EXERCISE DESCRIPTION
Pull every line containing "roads" from the entries.
#####
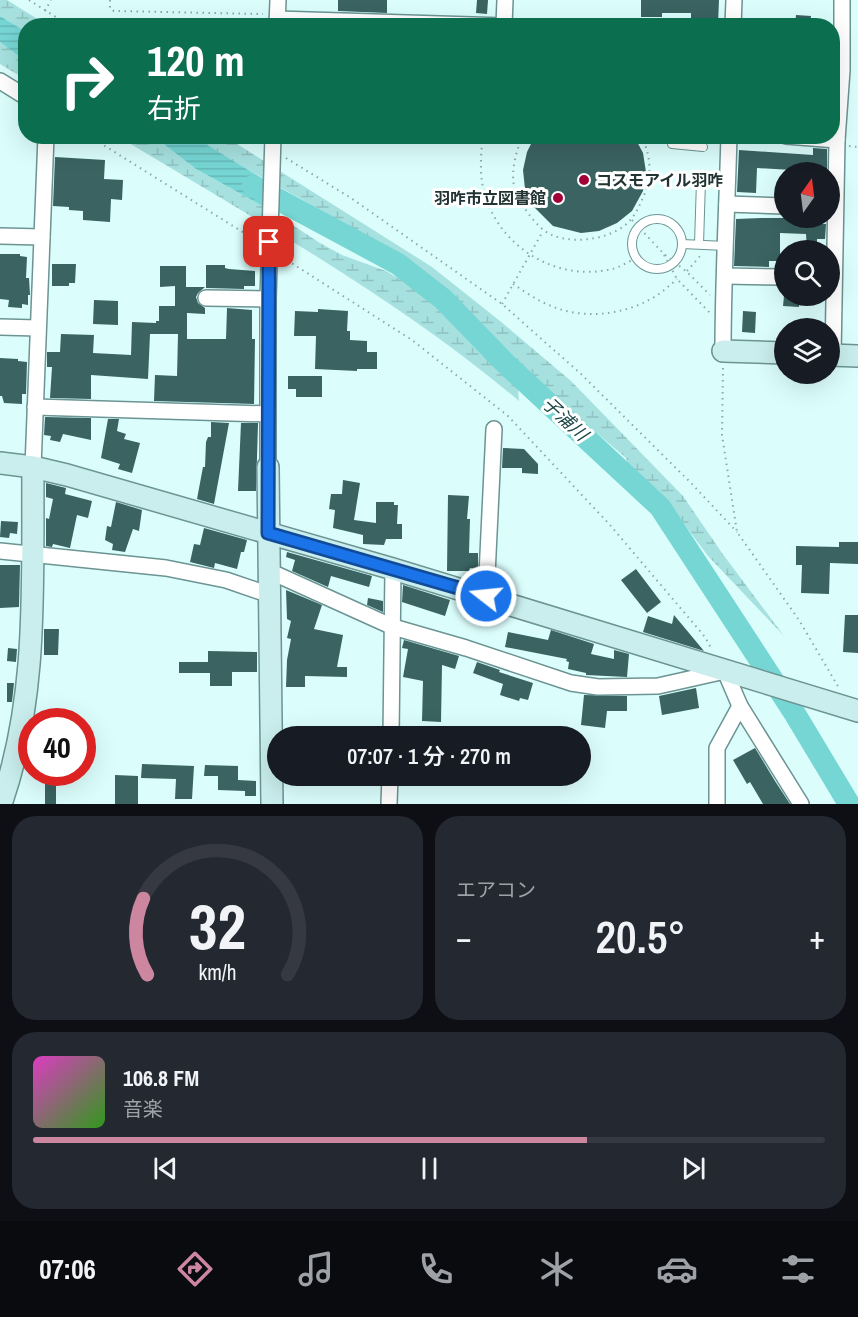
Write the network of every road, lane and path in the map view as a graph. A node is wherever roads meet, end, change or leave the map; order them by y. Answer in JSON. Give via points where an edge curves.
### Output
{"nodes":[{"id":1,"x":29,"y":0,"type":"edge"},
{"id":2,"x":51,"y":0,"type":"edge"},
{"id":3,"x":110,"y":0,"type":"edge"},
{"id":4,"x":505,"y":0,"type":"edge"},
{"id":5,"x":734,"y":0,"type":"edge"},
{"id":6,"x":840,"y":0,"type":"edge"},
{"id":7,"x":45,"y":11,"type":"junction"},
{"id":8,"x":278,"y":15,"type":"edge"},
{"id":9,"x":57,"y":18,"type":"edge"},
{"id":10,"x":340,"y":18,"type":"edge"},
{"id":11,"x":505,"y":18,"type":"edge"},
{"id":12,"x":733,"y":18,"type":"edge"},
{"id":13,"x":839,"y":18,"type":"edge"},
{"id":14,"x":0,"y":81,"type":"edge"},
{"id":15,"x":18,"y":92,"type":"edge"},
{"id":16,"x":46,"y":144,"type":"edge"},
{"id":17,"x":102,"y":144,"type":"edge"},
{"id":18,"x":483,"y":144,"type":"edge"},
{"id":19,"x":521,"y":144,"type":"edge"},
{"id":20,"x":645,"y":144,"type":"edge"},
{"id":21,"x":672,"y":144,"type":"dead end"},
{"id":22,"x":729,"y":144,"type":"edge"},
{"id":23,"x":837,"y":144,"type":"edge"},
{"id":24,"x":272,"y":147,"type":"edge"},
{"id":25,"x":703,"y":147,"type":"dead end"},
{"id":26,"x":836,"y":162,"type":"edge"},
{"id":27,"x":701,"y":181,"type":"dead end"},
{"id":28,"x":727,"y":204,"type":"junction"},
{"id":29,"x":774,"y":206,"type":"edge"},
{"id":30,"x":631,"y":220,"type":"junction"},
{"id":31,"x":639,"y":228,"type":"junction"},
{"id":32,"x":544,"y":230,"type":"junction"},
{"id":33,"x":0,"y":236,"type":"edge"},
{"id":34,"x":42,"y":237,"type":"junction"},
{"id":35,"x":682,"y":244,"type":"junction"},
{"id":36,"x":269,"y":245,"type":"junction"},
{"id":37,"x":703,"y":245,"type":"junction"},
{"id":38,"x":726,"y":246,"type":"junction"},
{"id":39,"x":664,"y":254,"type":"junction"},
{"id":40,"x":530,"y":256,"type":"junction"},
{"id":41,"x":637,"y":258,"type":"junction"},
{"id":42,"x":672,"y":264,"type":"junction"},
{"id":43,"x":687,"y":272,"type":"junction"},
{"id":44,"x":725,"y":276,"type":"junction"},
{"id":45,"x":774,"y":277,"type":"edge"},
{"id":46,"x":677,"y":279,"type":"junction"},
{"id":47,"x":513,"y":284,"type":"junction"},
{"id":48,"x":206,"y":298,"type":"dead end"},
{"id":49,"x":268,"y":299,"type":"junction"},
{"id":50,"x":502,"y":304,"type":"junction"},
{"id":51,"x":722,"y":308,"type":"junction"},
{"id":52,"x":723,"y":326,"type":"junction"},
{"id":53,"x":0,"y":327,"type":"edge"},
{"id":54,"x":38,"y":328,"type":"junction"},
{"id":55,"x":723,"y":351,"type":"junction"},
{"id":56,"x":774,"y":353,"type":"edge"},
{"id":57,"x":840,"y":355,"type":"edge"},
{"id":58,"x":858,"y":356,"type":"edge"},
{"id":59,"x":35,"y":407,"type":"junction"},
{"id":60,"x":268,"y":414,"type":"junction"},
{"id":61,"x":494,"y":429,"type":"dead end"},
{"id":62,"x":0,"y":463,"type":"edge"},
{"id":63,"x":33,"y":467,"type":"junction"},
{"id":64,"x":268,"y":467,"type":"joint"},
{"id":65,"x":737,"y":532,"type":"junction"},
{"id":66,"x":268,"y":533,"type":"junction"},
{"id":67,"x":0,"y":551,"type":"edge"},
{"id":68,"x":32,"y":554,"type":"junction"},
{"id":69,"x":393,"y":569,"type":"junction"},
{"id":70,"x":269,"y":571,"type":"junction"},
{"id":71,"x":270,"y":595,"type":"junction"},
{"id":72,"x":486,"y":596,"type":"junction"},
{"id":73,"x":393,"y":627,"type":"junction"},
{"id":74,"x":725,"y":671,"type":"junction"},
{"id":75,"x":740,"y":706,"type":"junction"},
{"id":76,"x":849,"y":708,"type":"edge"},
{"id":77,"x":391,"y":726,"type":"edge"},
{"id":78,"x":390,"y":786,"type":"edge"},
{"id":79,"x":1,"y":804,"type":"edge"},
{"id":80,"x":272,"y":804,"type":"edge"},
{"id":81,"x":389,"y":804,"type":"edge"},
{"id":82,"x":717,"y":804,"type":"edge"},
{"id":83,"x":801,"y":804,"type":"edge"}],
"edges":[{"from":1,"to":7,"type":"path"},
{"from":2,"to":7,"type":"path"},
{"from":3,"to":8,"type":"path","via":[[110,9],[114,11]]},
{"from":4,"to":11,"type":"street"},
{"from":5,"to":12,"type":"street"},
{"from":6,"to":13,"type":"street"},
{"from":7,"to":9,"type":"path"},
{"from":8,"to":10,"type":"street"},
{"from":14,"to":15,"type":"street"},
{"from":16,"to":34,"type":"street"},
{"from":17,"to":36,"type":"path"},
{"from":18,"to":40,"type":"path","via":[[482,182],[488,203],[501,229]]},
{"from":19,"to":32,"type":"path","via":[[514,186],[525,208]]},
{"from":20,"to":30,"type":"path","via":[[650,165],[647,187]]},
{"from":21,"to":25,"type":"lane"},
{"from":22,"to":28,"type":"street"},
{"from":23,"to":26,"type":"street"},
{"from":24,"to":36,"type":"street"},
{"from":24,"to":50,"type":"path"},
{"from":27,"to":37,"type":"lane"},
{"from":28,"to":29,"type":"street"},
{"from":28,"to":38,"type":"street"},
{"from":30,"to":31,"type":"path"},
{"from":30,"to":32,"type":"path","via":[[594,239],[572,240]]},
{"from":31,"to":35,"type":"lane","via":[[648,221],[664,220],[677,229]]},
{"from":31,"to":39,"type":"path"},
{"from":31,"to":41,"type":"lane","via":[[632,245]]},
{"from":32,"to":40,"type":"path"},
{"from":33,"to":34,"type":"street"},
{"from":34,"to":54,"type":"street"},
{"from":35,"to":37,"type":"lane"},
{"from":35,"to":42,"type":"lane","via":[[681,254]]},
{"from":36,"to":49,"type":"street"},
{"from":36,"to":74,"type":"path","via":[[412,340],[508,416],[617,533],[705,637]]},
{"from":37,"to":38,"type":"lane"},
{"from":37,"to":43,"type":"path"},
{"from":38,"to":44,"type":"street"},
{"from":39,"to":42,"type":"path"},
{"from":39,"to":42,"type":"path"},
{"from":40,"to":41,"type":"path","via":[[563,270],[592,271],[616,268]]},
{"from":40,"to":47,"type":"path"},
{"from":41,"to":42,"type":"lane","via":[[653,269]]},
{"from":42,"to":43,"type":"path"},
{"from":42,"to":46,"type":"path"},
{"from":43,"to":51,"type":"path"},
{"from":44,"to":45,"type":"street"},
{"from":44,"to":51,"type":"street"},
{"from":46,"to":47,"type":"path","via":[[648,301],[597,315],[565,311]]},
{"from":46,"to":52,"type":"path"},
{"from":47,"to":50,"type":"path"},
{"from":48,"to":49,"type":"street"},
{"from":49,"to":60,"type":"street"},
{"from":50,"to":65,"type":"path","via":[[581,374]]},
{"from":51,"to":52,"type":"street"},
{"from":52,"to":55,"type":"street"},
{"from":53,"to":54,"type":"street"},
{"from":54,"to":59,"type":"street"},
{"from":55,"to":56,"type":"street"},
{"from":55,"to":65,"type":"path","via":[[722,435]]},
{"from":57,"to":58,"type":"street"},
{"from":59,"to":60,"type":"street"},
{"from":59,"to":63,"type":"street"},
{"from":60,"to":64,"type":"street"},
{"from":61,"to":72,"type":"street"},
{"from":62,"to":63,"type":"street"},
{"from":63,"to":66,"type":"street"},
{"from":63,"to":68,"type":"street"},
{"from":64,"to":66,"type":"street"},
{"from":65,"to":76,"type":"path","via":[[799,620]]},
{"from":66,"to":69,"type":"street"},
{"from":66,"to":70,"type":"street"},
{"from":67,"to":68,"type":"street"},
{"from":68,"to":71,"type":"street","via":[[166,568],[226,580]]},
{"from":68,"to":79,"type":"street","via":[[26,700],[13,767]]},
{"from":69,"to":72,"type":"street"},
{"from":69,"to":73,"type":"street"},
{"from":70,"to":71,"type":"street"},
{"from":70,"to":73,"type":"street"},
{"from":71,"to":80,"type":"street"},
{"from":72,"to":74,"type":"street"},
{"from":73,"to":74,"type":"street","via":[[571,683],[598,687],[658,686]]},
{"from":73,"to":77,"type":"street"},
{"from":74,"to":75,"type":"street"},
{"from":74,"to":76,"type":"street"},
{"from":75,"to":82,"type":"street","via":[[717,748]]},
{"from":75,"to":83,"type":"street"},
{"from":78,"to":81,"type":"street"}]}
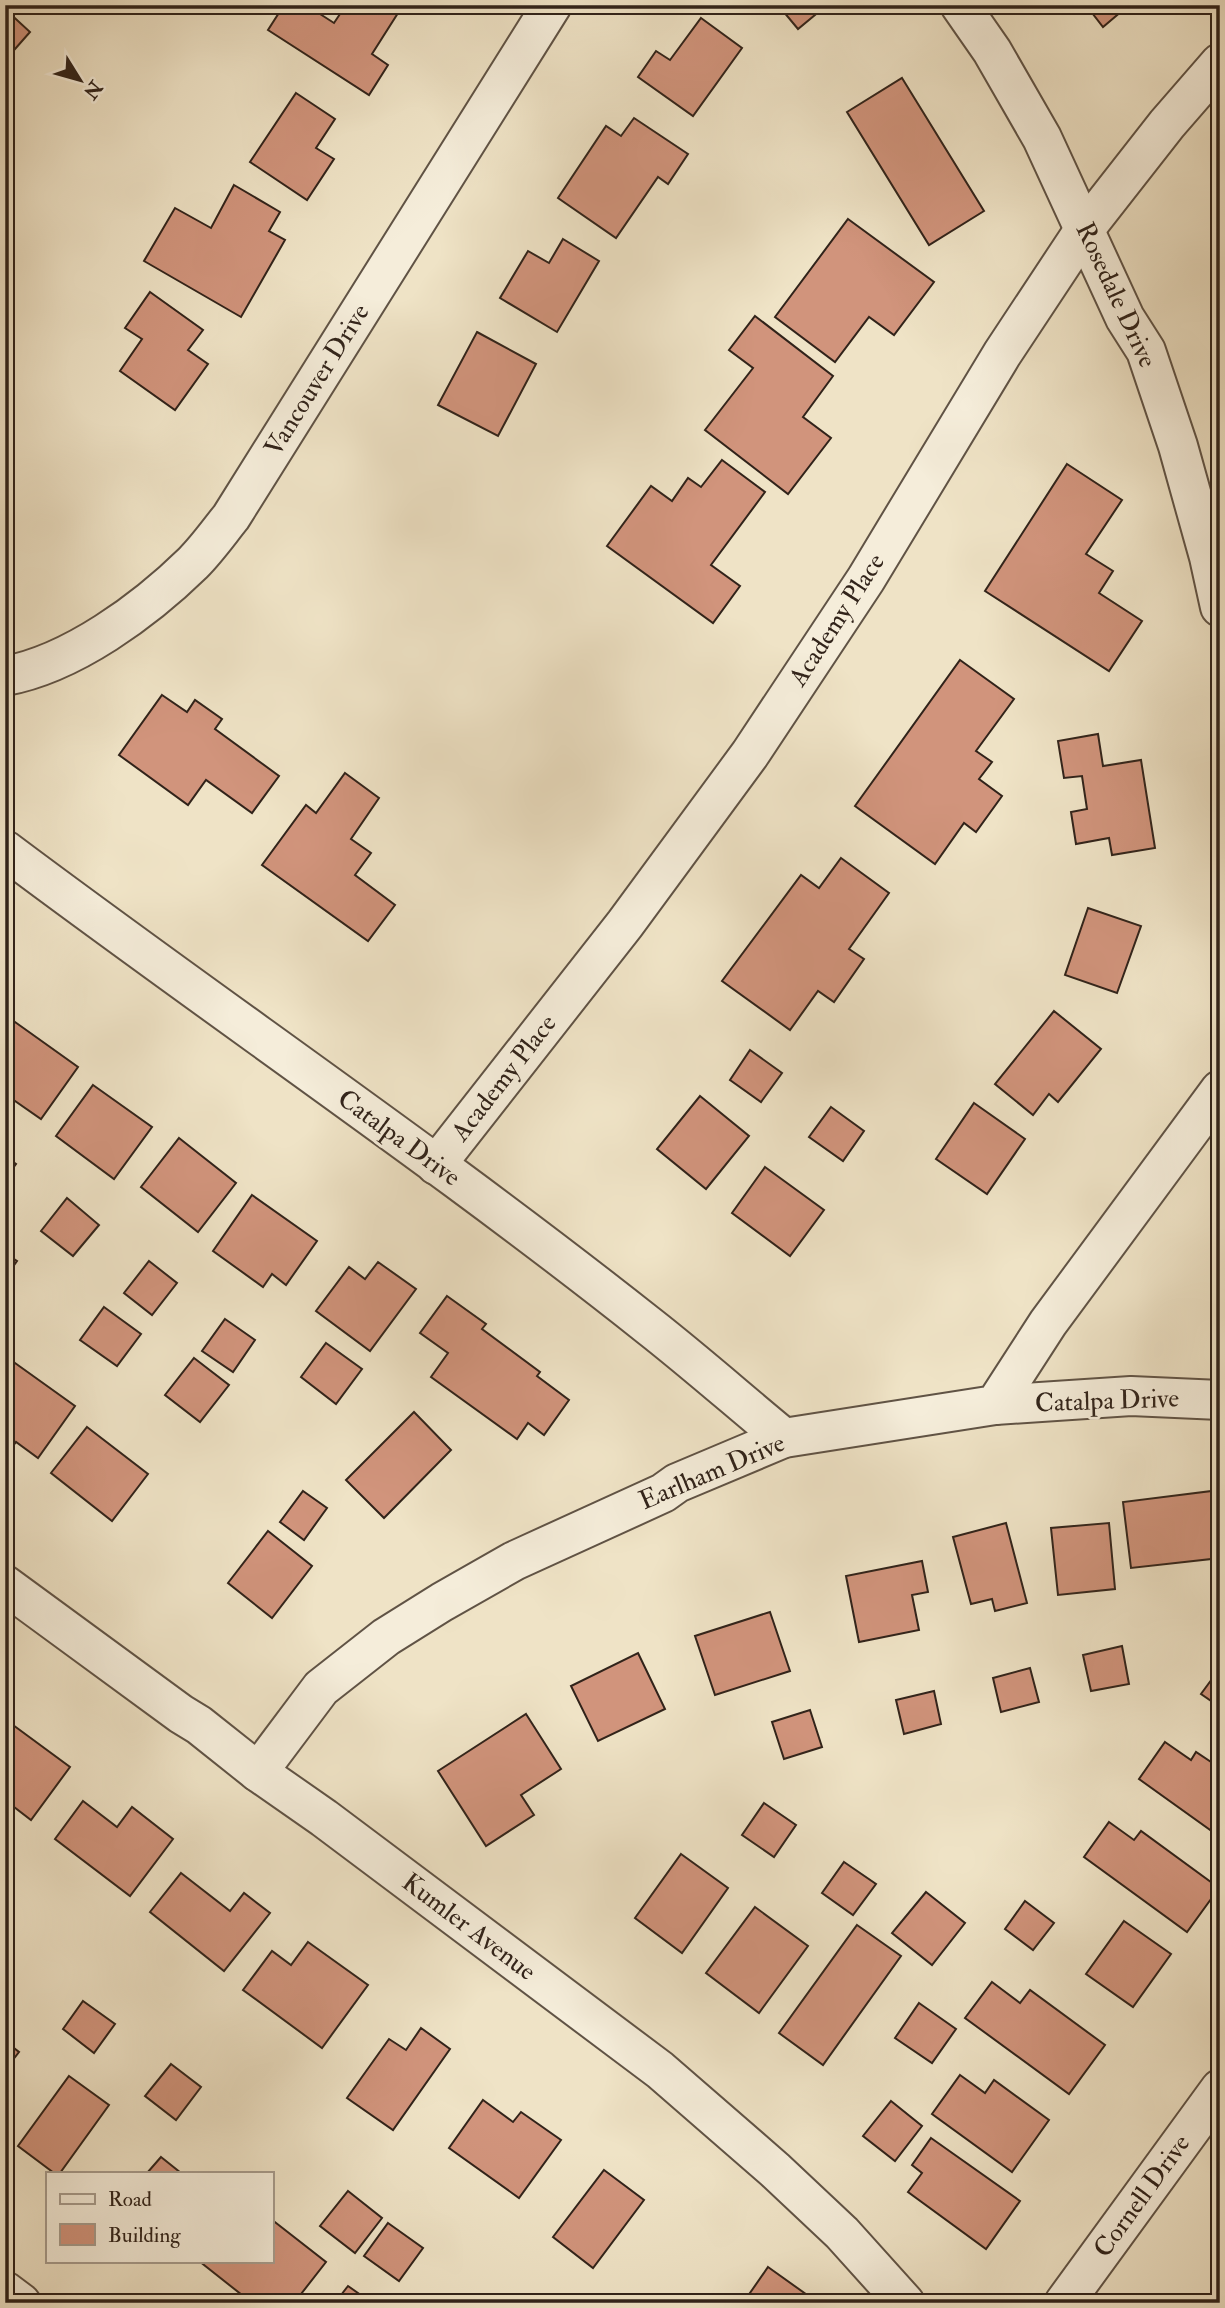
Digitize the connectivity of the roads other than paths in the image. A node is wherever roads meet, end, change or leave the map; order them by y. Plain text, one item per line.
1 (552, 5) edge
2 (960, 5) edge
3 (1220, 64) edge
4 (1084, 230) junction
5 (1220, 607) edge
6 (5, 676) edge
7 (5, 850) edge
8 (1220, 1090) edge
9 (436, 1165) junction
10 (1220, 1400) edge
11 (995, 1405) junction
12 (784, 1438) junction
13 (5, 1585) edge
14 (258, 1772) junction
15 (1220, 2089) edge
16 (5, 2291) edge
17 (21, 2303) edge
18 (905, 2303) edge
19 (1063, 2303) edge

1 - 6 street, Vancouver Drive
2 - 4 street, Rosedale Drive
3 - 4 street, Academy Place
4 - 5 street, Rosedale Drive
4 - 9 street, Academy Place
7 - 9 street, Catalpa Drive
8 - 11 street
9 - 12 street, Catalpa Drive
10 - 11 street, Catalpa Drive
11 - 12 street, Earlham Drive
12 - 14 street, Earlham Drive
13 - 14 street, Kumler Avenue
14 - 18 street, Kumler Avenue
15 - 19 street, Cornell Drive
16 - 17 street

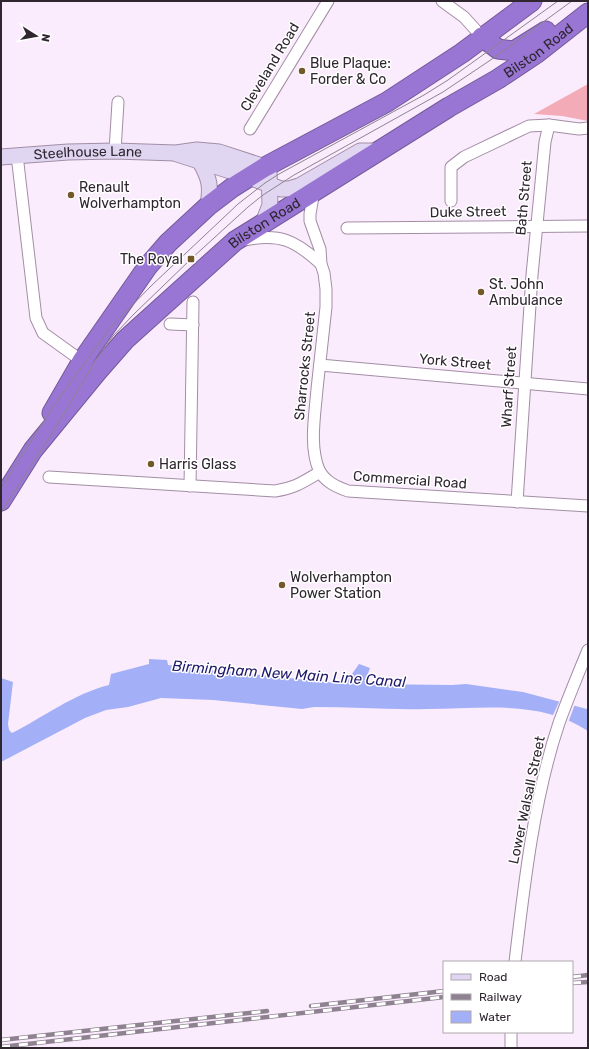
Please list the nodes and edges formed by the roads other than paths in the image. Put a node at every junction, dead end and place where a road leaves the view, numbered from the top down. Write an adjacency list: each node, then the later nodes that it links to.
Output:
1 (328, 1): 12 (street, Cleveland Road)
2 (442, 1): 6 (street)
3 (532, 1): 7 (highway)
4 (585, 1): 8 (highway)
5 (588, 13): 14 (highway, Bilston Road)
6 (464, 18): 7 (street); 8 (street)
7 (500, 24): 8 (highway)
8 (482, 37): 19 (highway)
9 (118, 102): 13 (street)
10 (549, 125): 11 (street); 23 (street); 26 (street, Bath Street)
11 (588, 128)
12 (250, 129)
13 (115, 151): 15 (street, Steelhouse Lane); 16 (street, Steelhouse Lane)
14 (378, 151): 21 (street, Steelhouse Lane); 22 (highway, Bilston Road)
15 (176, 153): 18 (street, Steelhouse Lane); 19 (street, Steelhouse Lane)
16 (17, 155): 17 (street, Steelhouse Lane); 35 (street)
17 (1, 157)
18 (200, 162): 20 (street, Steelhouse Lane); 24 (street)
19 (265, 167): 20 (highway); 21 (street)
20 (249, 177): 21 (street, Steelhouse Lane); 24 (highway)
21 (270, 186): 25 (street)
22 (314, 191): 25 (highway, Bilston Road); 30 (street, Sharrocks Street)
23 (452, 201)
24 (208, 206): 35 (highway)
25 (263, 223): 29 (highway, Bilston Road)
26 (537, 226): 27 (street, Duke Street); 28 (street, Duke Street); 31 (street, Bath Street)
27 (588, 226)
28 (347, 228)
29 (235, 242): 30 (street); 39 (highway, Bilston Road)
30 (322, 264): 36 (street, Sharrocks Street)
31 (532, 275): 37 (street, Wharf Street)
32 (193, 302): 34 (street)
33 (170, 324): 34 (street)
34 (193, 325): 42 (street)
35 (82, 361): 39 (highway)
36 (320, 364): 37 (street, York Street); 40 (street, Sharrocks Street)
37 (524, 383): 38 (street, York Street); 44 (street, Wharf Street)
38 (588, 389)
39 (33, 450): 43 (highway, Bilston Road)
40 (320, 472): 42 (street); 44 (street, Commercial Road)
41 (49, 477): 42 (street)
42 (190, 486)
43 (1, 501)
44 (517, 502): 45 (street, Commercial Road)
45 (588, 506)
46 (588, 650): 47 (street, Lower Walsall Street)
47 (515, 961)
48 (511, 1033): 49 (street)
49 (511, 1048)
#####
WORKED SOLUTION
Write the network of every road, lane and path in the map view as a graph. A node is wherever roads meet, end, change or leave the map; order them by y. Answer in JSON. Give via points where an edge curves.
Digitize the connectivity of the roads other than paths in the image. A node is wherever roads meet, end, change or leave the map; order them by y. Plain text, one item per line.
Please list the nodes and edges formed by the roads other than paths in the image. Put a node at every junction, dead end and place where a road leaves the view, numbered from the top down. Write an adjacency list: each node, then the later nodes that it links to.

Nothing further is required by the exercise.